SUPPLIED DATA —
◇ ◇ ◇ ◇ ◇ ◇ ◇
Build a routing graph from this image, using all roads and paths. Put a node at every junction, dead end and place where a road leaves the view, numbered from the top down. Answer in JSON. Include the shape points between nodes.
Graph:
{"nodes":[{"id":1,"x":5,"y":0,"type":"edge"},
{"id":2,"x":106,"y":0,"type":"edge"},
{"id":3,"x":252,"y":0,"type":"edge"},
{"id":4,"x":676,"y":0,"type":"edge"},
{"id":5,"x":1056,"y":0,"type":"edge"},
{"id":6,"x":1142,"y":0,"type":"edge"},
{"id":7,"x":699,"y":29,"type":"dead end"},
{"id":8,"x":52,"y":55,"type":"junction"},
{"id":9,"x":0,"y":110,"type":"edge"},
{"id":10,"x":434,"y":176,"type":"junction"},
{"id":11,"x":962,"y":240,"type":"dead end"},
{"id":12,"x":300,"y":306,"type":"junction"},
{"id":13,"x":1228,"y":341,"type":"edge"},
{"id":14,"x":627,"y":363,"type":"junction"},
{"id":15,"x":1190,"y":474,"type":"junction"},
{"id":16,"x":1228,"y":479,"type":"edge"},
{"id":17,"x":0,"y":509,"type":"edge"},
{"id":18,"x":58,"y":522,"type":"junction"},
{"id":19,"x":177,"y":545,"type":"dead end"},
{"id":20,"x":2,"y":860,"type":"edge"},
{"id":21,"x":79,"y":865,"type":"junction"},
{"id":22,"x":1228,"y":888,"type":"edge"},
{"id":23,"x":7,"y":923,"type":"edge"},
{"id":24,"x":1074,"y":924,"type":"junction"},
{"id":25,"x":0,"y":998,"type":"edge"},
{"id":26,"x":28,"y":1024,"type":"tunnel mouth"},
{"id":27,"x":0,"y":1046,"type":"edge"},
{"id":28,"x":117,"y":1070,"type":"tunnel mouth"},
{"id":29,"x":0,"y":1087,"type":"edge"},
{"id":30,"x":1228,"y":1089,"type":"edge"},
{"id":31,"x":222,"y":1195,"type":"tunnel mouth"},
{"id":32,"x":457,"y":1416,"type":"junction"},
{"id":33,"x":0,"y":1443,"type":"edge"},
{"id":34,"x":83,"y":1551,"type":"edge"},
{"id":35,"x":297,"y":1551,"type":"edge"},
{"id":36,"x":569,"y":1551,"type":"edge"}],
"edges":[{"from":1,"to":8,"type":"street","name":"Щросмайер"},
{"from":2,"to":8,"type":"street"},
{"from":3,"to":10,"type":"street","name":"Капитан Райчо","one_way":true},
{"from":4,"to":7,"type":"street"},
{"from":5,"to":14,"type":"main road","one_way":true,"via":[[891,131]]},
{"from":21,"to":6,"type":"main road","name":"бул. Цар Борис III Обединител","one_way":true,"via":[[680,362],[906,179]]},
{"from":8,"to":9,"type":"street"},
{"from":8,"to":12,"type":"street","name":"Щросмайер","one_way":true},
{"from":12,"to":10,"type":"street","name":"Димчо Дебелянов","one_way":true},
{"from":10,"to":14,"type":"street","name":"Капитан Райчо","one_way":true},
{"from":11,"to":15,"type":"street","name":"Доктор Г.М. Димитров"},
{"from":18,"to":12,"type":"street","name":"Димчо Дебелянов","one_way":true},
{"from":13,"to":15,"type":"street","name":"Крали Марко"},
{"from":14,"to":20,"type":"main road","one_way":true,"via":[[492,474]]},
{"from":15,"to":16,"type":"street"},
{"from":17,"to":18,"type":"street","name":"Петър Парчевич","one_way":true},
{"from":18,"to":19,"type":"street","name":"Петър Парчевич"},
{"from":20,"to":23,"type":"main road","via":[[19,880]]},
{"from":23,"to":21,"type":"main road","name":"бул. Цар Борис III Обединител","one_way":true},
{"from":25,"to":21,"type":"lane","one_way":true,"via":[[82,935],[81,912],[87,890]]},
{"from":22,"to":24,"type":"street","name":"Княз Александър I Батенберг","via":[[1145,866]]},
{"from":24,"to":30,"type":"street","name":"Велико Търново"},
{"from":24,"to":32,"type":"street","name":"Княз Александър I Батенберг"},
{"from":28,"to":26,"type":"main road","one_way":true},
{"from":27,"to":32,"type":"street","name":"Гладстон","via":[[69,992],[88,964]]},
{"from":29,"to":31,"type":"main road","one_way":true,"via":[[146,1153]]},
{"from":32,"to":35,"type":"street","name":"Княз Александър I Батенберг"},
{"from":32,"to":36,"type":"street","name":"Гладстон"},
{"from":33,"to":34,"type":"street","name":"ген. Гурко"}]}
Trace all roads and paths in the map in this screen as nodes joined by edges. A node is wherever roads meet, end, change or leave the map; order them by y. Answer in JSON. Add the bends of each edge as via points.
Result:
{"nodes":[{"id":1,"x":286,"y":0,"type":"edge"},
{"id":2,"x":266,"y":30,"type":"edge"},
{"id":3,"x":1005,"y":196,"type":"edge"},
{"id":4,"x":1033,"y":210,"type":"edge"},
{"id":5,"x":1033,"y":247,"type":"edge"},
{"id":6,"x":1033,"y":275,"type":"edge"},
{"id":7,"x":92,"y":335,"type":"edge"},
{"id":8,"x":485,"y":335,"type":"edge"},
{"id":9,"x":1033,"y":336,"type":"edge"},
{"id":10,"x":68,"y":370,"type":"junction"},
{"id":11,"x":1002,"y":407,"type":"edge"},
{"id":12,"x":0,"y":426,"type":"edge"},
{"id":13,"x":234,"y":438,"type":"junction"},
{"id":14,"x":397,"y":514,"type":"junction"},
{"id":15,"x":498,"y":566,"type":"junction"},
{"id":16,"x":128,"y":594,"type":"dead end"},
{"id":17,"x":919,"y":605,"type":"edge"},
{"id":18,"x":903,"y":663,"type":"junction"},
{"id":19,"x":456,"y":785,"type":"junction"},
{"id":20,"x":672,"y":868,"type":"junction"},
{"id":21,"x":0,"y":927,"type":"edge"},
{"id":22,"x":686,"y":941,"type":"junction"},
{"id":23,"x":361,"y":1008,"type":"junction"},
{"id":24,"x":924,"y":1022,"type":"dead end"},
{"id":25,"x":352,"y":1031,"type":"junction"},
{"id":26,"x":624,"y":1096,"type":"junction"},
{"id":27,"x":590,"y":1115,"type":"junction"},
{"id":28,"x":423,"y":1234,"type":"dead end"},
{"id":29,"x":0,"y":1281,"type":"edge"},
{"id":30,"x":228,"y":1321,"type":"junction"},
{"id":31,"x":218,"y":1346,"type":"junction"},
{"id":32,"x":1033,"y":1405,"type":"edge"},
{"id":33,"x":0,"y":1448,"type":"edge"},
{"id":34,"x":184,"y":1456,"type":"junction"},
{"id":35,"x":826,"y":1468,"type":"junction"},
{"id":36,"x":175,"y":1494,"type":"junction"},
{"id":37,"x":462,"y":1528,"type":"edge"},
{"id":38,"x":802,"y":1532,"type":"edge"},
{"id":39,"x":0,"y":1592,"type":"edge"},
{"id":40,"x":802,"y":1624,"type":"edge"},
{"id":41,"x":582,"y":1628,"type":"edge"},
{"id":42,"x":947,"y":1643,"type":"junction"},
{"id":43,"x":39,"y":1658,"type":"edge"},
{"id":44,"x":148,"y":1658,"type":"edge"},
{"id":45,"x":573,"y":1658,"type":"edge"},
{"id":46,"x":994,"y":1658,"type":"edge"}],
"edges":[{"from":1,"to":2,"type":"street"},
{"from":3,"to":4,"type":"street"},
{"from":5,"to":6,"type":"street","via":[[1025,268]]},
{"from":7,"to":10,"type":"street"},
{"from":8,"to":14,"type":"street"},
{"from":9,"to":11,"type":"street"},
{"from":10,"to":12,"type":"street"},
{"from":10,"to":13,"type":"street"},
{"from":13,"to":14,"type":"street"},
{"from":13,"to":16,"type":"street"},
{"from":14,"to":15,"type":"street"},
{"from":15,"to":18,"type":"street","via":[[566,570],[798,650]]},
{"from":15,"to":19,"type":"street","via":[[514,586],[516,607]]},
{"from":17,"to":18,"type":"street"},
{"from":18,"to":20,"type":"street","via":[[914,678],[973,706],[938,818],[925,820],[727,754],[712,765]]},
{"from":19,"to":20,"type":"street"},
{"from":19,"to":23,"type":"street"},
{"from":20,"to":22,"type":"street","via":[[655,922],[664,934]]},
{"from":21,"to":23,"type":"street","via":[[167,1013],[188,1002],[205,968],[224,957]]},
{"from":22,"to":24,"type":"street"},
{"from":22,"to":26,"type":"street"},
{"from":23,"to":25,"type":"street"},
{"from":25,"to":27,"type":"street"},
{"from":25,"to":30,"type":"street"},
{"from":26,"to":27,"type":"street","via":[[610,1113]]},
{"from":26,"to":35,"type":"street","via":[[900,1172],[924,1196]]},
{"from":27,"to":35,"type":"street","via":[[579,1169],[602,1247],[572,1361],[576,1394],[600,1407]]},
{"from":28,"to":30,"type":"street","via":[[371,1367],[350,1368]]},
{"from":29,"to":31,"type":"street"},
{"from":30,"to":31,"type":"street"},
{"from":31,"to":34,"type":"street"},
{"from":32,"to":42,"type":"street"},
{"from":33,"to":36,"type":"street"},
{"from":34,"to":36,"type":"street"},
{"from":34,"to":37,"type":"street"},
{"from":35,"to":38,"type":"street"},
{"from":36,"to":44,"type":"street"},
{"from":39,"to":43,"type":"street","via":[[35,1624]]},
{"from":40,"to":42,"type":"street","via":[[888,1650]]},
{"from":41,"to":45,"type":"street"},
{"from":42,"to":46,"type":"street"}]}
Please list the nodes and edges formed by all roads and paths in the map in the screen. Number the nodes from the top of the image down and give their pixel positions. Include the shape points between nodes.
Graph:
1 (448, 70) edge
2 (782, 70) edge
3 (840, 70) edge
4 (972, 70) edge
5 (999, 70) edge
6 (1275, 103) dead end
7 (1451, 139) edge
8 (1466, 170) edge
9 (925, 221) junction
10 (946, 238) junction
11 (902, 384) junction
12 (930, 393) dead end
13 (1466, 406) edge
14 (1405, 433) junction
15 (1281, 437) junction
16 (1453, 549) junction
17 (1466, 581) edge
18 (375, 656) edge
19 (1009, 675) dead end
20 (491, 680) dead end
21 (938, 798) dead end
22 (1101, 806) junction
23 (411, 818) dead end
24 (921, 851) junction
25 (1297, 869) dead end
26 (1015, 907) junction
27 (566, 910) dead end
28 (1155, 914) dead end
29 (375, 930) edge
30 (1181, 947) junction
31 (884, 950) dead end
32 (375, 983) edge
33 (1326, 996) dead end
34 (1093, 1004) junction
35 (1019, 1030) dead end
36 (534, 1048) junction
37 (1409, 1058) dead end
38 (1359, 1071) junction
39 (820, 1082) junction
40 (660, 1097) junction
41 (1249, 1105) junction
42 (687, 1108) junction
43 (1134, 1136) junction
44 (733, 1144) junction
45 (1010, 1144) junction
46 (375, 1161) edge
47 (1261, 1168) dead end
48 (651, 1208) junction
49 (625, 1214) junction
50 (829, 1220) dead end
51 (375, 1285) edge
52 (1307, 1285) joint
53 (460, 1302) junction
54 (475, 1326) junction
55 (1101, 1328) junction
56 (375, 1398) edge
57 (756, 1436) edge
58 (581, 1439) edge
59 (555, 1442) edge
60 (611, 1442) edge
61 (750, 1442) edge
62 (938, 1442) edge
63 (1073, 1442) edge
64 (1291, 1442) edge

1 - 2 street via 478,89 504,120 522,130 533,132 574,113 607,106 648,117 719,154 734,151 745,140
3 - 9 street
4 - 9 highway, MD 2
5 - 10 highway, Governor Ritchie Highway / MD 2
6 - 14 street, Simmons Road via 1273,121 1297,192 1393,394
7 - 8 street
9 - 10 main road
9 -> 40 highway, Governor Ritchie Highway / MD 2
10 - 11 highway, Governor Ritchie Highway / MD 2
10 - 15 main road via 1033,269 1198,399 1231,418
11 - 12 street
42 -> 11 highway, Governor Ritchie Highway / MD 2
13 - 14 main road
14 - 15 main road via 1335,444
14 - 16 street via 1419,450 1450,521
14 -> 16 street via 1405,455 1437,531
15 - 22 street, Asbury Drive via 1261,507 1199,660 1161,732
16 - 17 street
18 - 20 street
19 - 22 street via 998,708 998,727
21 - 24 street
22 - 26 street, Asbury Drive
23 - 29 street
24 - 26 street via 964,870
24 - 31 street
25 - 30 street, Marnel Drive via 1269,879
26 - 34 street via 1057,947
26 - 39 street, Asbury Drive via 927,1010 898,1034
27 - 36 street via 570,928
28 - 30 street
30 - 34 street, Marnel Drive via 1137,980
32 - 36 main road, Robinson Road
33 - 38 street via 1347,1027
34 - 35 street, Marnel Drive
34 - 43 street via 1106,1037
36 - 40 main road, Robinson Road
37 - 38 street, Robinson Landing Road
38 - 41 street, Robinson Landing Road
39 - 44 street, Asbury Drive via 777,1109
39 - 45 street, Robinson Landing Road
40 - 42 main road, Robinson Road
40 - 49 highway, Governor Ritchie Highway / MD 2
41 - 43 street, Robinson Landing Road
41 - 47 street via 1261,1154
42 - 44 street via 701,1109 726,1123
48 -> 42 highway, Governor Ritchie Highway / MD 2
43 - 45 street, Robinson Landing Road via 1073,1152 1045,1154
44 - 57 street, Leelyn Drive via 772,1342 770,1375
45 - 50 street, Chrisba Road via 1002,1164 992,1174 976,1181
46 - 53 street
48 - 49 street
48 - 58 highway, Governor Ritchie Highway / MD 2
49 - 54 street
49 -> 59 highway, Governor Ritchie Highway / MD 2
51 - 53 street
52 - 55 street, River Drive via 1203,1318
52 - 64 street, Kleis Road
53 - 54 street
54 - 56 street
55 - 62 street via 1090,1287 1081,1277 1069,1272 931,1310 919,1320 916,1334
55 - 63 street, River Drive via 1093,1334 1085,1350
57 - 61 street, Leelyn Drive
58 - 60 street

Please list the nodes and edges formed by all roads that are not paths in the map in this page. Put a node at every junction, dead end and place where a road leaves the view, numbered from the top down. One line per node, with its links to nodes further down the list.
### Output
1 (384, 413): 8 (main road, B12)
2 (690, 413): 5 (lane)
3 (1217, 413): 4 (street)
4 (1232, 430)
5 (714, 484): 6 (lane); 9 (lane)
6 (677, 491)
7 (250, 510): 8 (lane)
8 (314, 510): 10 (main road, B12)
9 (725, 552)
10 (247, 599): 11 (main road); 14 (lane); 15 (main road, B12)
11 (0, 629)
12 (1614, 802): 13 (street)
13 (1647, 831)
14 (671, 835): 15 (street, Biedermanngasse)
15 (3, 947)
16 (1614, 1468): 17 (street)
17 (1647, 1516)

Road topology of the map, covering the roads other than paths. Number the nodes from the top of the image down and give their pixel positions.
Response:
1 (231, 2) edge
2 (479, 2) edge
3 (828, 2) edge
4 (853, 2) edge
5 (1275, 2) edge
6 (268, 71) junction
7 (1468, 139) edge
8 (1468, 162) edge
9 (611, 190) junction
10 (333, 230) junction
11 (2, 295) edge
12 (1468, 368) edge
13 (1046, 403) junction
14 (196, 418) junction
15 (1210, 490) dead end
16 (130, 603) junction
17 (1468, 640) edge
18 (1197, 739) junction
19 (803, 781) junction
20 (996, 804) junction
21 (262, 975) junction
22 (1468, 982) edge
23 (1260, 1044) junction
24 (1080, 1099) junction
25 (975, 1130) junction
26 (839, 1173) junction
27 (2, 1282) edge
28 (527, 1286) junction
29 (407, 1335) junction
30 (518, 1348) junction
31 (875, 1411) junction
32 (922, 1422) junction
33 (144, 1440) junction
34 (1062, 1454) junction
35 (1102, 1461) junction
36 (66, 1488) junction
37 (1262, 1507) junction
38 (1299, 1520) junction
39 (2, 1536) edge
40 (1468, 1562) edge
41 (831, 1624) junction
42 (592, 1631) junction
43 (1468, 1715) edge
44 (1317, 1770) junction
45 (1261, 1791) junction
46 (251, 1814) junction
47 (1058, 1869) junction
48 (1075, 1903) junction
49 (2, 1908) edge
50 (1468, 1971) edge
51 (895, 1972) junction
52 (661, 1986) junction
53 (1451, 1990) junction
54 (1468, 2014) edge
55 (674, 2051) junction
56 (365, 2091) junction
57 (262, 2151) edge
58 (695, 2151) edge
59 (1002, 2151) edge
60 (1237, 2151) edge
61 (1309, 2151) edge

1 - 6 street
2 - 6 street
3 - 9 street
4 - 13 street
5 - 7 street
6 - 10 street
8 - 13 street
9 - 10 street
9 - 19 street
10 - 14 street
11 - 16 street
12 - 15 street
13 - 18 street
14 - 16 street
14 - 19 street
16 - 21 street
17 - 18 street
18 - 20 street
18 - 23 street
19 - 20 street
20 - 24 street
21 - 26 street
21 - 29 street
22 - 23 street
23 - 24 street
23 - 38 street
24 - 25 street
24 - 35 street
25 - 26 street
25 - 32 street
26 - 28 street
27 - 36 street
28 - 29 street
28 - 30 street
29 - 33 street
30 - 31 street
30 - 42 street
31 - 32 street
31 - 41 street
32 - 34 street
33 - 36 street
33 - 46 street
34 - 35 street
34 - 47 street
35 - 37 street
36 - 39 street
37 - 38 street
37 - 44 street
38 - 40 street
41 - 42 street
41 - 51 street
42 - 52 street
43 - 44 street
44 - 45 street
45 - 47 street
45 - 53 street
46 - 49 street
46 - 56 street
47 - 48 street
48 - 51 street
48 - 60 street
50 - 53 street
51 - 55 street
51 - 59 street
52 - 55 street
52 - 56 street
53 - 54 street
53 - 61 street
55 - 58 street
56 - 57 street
◇ ◇ ◇ ◇ ◇ ◇ ◇
Pull out all lines containing the word "Include" from the entries above.

TASK SOLUTION —
Build a routing graph from this image, using all roads and paths. Put a node at every junction, dead end and place where a road leaves the view, numbered from the top down. Answer in JSON. Include the shape points between nodes.
Please list the nodes and edges formed by all roads and paths in the map in the screen. Number the nodes from the top of the image down and give their pixel positions. Include the shape points between nodes.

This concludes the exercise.